Work to be completed:
The records appear below. Repeat them exactly.

Working data:
┄┄┄┄┄┄┄┄┄┄┄┄┄┄┄┄┄┄┄┄
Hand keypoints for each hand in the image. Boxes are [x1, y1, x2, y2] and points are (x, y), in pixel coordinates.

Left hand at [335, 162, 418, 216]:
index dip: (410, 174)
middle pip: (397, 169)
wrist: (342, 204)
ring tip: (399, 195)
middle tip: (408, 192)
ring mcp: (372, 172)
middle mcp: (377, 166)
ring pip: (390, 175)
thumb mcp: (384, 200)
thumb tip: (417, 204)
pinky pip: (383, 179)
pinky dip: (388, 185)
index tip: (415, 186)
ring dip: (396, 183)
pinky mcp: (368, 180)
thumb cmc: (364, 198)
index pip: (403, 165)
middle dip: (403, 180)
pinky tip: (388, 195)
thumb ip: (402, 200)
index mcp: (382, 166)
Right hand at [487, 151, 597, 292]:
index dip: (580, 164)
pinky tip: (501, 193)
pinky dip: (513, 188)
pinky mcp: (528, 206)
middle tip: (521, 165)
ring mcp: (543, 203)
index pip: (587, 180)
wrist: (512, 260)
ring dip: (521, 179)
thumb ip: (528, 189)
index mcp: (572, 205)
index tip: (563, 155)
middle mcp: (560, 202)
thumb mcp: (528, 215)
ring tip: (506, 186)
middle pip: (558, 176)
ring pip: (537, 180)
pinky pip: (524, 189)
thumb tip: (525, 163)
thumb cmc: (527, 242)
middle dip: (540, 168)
┄┄┄┄┄┄┄┄┄┄┄┄┄┄┄┄┄┄┄┄
Written answer:
Hand keypoints for each hand in the image. Boxes are [x1, y1, x2, y2] and points are (x, y), in pixel coordinates.

Left hand at [335, 162, 418, 216]:
index dip: (410, 174)
middle pip: (397, 169)
wrist: (342, 204)
ring tip: (399, 195)
middle tip: (408, 192)
ring mcp: (372, 172)
middle mcp: (377, 166)
ring pip: (390, 175)
thumb mcp: (384, 200)
thumb tip: (417, 204)
pinky pip: (383, 179)
pinky dip: (388, 185)
index tip: (415, 186)
ring dip: (396, 183)
pinky mcp: (368, 180)
thumb cmc: (364, 198)
index pip: (403, 165)
middle dip: (403, 180)
pinky tip: (388, 195)
thumb ip: (402, 200)
index mcp: (382, 166)
Right hand at [487, 151, 597, 292]:
index dip: (580, 164)
pinky tip: (501, 193)
pinky dip: (513, 188)
pinky mcp: (528, 206)
middle tip: (521, 165)
ring mcp: (543, 203)
index pip: (587, 180)
wrist: (512, 260)
ring dip: (521, 179)
thumb ip: (528, 189)
index mcp: (572, 205)
index tip: (563, 155)
middle mcp: (560, 202)
thumb mcp: (528, 215)
ring tip: (506, 186)
middle pip: (558, 176)
ring pip: (537, 180)
pinky pip: (524, 189)
thumb tip: (525, 163)
thumb cmc: (527, 242)
middle dip: (540, 168)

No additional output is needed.